Saturday | 10 January, 2009
Australian Biotechnology News
Here, there be dragons
Strange beasts evolve on islands: flightless bats and birds, amphibious or monstrous lizards, huge tortoises, giant rodents, dwarf elephants and even humans, such as the famous ‘hobbit’, H. floresiensis.
Graeme O'Neill 13/06/2008 15:20:20

Skull and mandibles

Argue confined her cladistic analysis to the skull and mandibles of H. floresiensis and the comparative sample. She compared 40 character states related to the face, basal area of the skull, the dimensions of the back of the skull, and 30 characters of the mandibles of the various species. She is confident of her conclusions.

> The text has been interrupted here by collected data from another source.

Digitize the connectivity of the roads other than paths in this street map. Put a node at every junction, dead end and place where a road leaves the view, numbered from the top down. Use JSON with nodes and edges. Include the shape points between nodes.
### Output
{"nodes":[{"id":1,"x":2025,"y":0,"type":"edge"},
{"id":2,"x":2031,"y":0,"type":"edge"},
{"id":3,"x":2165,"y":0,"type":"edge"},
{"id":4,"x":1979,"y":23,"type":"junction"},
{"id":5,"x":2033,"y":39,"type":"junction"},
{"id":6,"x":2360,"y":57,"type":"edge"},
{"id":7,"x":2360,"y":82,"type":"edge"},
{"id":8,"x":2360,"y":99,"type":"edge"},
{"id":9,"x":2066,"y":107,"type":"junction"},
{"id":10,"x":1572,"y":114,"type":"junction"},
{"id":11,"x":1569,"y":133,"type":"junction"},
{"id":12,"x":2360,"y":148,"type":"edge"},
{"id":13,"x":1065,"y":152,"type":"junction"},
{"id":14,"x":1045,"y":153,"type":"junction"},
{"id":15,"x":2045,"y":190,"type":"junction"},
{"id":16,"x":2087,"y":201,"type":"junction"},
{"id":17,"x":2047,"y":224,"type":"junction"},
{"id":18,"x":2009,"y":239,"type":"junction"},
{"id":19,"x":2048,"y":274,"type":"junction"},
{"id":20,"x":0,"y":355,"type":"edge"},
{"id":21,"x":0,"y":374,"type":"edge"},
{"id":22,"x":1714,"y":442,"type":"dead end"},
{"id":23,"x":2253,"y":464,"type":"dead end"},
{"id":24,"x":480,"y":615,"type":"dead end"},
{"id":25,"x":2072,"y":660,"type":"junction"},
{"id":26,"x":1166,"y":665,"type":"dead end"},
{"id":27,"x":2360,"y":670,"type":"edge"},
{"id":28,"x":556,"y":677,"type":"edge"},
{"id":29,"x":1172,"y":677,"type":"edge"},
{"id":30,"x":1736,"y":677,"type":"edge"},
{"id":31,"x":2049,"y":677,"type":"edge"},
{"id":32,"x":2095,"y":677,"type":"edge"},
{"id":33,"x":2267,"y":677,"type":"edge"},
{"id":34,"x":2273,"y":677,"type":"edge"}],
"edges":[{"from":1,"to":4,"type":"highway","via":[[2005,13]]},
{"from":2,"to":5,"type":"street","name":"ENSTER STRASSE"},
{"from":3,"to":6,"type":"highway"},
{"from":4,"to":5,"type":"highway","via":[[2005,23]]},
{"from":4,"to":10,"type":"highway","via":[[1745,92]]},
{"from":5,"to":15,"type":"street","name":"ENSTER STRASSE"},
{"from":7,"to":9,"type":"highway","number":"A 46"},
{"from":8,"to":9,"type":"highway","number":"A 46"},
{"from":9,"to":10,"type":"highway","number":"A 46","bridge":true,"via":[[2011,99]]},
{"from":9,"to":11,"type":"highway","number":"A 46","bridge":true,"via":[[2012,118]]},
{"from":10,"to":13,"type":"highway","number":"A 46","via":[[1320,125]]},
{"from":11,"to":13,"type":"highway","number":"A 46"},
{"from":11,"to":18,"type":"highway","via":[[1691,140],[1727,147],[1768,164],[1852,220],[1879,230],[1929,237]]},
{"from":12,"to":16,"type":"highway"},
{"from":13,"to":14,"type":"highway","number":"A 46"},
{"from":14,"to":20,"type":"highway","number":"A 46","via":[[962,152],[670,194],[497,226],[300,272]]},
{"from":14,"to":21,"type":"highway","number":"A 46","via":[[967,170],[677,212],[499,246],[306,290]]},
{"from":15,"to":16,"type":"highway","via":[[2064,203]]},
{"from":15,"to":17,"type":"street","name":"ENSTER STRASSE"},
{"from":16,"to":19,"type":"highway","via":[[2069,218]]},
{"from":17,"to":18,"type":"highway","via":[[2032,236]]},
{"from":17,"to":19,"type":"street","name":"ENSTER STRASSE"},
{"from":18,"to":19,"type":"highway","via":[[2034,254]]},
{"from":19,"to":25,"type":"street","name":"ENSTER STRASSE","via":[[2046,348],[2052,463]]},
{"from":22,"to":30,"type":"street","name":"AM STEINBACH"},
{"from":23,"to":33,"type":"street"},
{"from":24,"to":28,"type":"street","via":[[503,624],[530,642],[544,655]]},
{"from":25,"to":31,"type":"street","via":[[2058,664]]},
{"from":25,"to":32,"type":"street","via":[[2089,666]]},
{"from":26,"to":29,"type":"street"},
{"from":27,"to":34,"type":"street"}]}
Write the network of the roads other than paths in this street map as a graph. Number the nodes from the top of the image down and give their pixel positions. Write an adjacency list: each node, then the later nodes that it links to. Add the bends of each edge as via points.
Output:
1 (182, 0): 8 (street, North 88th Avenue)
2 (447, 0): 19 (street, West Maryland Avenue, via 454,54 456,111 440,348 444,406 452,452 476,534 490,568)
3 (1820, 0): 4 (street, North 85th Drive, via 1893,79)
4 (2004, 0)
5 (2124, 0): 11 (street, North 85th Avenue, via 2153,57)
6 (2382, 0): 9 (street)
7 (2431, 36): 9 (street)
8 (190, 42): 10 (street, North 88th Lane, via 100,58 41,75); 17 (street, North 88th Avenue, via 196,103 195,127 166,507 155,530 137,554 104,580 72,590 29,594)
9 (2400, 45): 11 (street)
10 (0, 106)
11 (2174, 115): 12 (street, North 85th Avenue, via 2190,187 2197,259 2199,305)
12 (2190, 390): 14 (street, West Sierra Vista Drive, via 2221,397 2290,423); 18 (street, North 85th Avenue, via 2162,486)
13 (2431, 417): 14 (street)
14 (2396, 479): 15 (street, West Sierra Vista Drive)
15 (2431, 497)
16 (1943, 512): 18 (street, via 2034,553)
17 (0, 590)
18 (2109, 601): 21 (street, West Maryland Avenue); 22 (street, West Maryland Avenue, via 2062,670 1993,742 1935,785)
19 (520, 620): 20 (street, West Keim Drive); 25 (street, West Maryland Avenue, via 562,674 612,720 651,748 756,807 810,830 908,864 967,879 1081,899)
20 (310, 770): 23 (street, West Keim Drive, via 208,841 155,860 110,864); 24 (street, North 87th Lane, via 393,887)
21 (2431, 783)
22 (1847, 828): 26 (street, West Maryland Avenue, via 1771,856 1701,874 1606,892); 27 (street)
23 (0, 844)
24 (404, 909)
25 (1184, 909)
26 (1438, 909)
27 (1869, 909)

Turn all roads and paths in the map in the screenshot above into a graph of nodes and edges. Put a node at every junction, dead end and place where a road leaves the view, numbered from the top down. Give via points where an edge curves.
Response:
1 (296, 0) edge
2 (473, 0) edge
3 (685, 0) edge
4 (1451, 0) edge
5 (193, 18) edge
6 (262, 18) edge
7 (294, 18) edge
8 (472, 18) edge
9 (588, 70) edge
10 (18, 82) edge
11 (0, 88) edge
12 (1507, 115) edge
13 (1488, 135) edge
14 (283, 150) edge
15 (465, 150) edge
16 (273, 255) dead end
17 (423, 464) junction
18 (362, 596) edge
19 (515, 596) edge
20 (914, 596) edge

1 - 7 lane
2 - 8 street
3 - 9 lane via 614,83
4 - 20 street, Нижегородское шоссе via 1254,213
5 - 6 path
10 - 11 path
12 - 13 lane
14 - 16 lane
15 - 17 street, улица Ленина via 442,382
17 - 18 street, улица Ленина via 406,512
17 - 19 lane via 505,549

"If someone had found these skulls in Africa, nobody would have argued they are microcephalic," she says. A lone microcephalic individual from Flores, or even two, would cast doubt upon the claim that H. floresiensis is a new species of Homo.

But the cave on Flores has yielded partial remains of at least two other adults and one child of similar or even smaller proportions.

Argue says stratigraphic and other evidence indicates that they occupied the cave for more than 80,000 years, from about 94,000 years ago until around 12,000 years ago - around the time a major volcanic eruption devastated the island, possibly extinguishing the tiny and extraordinary Floresians.